Of course, that research is being undertaken, in many places around the world. But there is little doubt that, if more resources were to be put into the study and research of such diseases, understanding and progress would proceed much more quickly.
The AIDS epidemic that started in the 1980s was a demonstration of the fact that, when society is strongly motivated to put resources into a problem, thus bringing many minds and much money to the work, progress can occur at an astonishing rate. The Apollo moon landings were another example of such rapid progress. Such cases of relative success can lead one to wonder just how much farther, how much faster, and how much better our understanding of the universe‒that which is outside us and that which is within us‒could advance if we were able to evoke the motivation that people have to put their resources into, for instance, the World Cup or fast food or celebrity gossip.

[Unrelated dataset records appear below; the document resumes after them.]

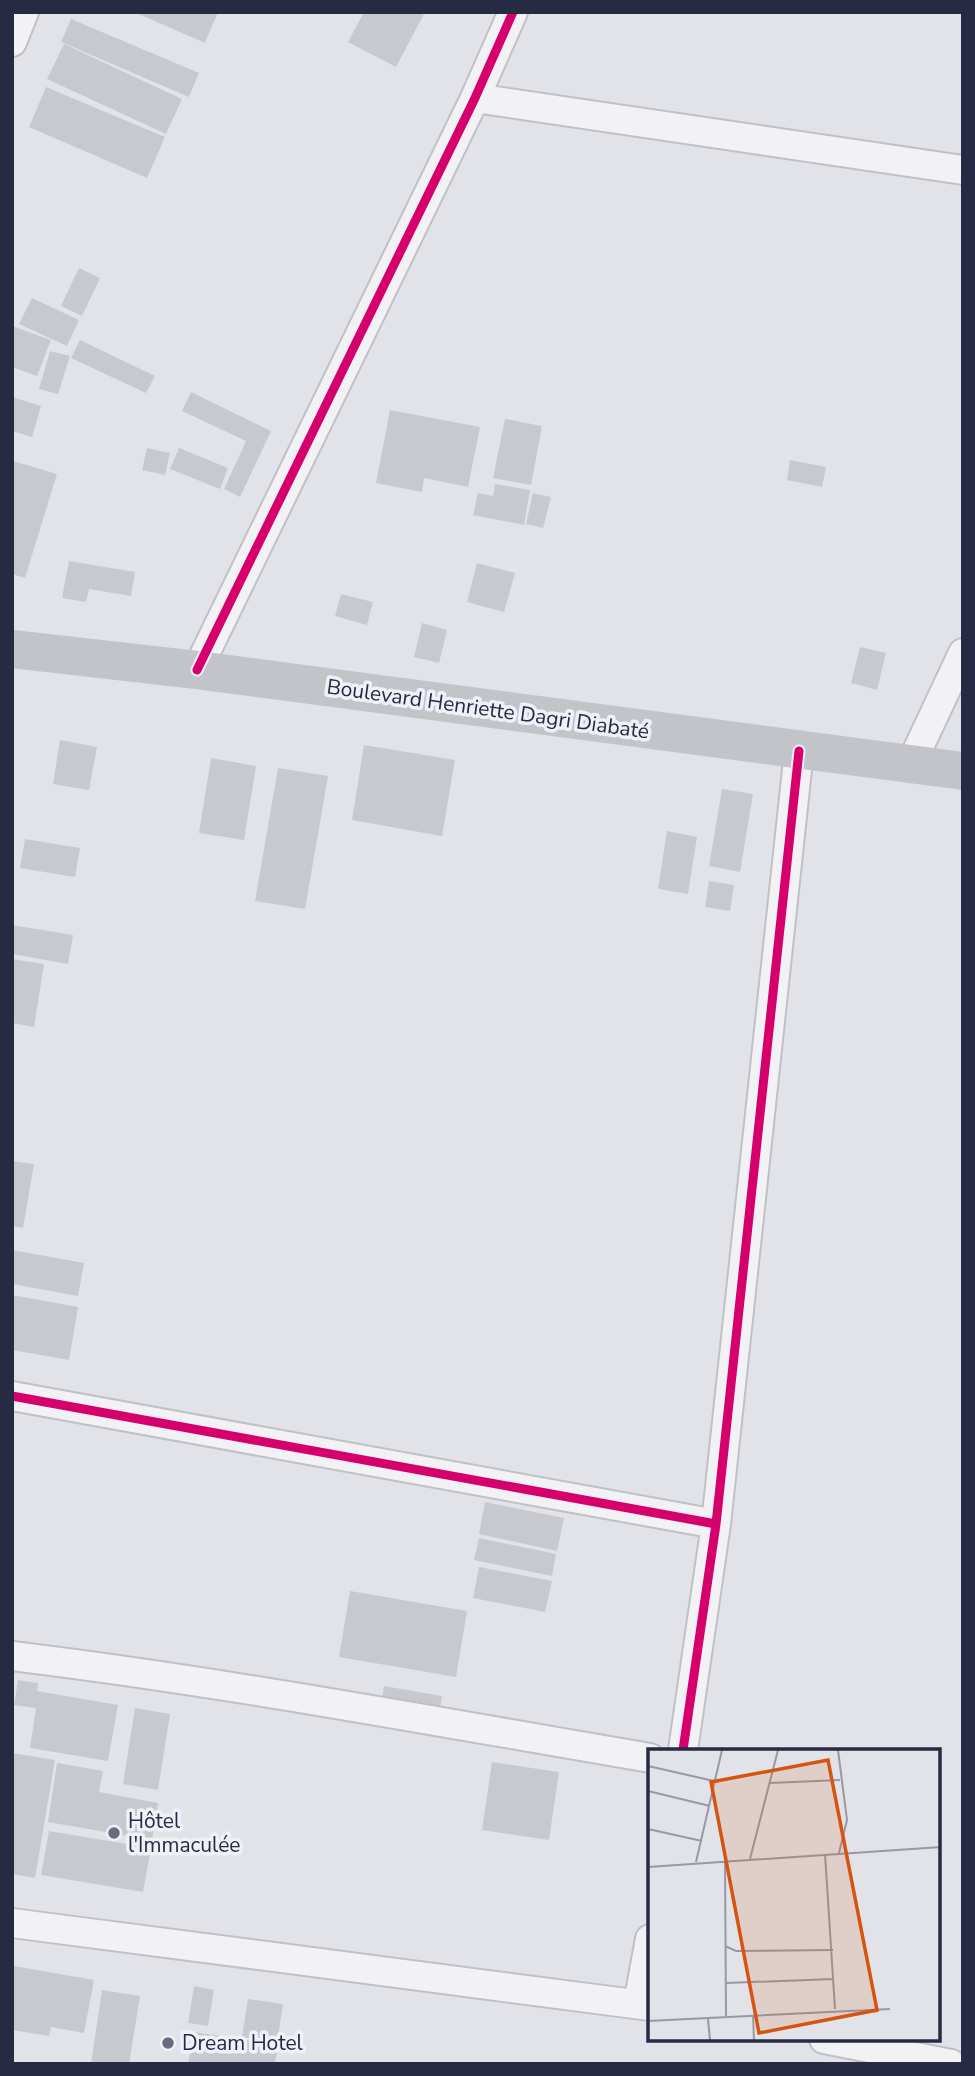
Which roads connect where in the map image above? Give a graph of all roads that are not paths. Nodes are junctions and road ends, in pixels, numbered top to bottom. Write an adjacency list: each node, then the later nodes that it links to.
1 (24, 12): 3 (street)
2 (513, 12): 4 (street)
3 (12, 42)
4 (475, 98): 5 (street); 8 (street)
5 (963, 170)
6 (12, 649): 8 (main road, Boulevard Henriette Dagri Diabaté)
7 (963, 653): 10 (street)
8 (197, 670): 9 (main road, Boulevard Henriette Dagri Diabaté)
9 (799, 751): 10 (main road, Boulevard Henriette Dagri Diabaté); 13 (street)
10 (911, 764): 11 (main road, Boulevard Henriette Dagri Diabaté)
11 (963, 771)
12 (12, 1396): 13 (street)
13 (716, 1524): 15 (street)
14 (12, 1656): 16 (street)
15 (683, 1749)
16 (648, 1758)
17 (12, 1923): 19 (street)
18 (648, 1952): 19 (street)
19 (644, 2005)
20 (834, 2041): 21 (street)
21 (951, 2064)

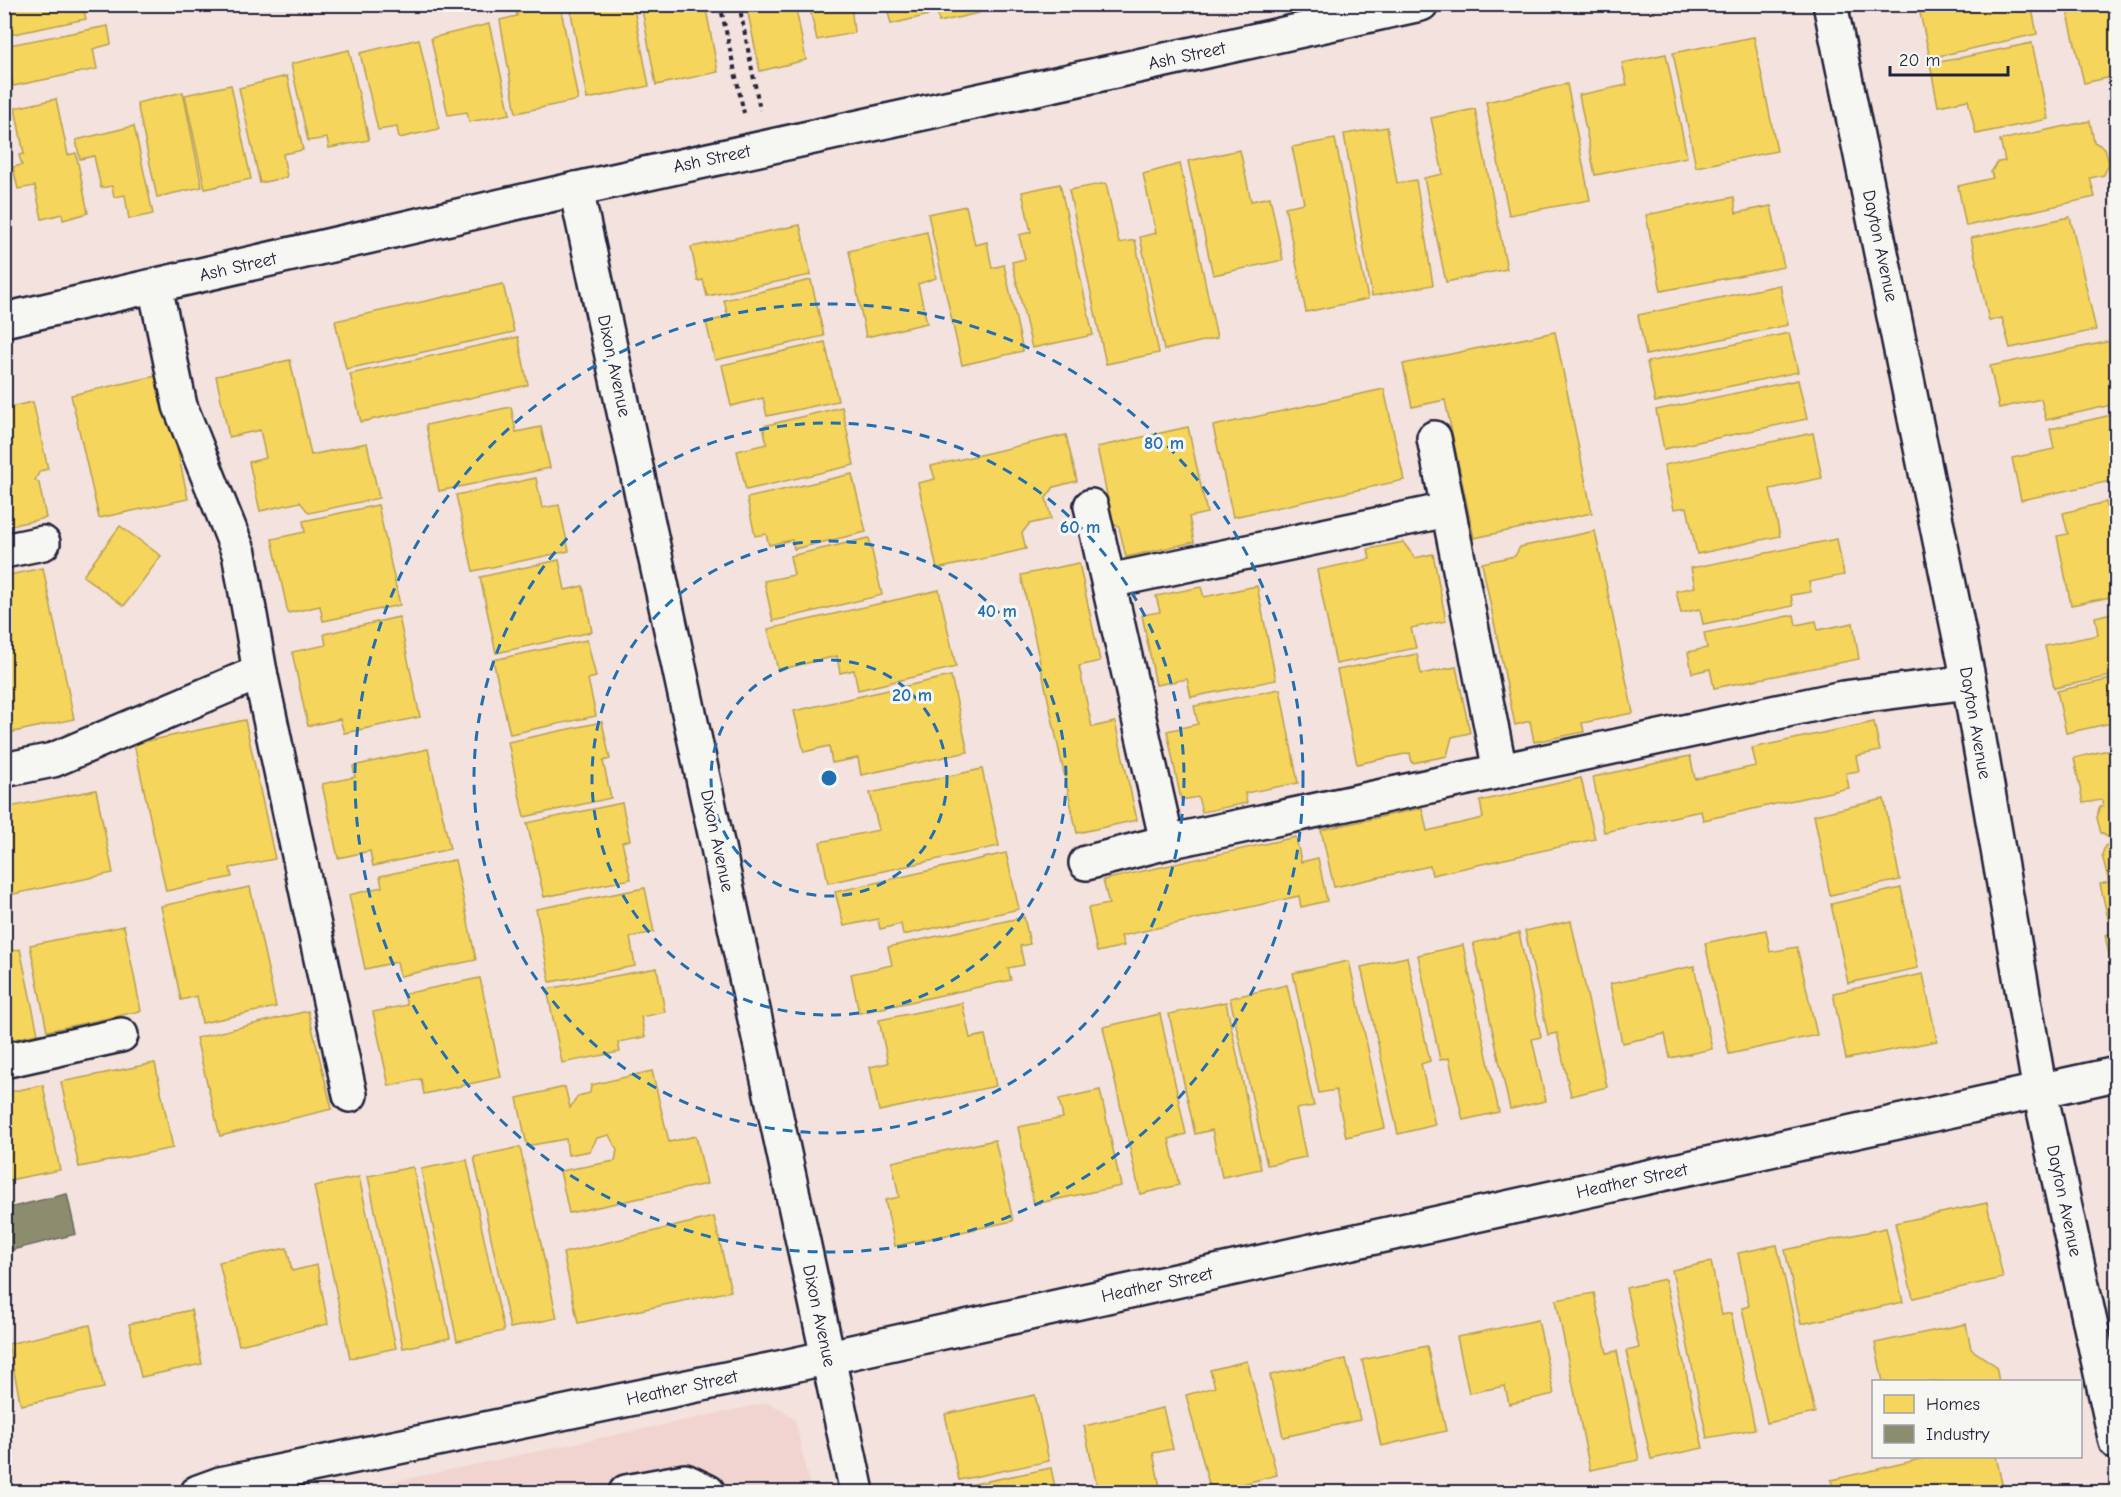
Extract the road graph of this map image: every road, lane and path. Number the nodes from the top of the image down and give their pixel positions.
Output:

I suppose it’s a lot to expect from a large aggregate of upright, largely fur-less apes only one step away from hunting and gathering around sub-Saharan Africa that they collectively allocate resources into things that would, in short order, make life better and more satisfying for the vast majority of them. All creatures‒and indeed, all entities, down to the level of subatomic particles and up to the level of galaxies‒act in response to local forces. It’s hard to get humans to see beyond the momentary impulses that drive them, and this shouldn’t be surprising. But it is disheartening. That, however, is a subject for other blog posts.
I’ll try to have more to say about Alzheimer’s as I encounter more information. Just as an example, in closing, another article I found on the same day dealt with the inflammatory cells and mediators in the central nervous system, and how they can initially protect against and later worsen the problem. We should not be too surprised, I suppose, that a disease that leads to the insidious degeneration of the most complex system in the known universe‒the human brain‒should be complicated and multifactorial in its causation and in its expression. This should not discourage us too much, though. The most complicated puzzles are, all else being equal, the most satisfying ones to solve.
*The cell type that creates myelin in the peripheral nervous system (called Schwann cells) is different than the type that makes it in the central nervous system (oligodendrocytes), and this may be part of why Alzheimer’s affects the central nervous system mainly, whereas diseases like ALS (aka Lou Gehrig’s Disease), for instance, primarily affect the nervous system outside the brain.
**The overall shape of a protein in the body is a product of the ordering of its amino acids and how their side chains interact with the cellular environment‒how acidic or basic, how aqueous or fatty, how many of what ions, etc.‒and with other parts of the protein itself. Some proteins can fold in more than one possible way, and indeed this variability is crucial to the function of proteins as catalysts for highly specific chemical reactions in a cell. However, some proteins can fold into more than one, relatively stable form, one of which is nonfunctional. In some cases, these non-functional proteins interact with other proteins of their type (or others) to encourage other copies of the protein to likewise fold into the non-functional shape, and can form polymers of the protein, which can aggregate within the cell and resist breakdown, sometimes forming large conglomerations. These are the types of proteins that cause prion diseases such as “mad cow disease”, and they appear also to be the source of neurofibrillary tangles in people with Alzheimer’s disease.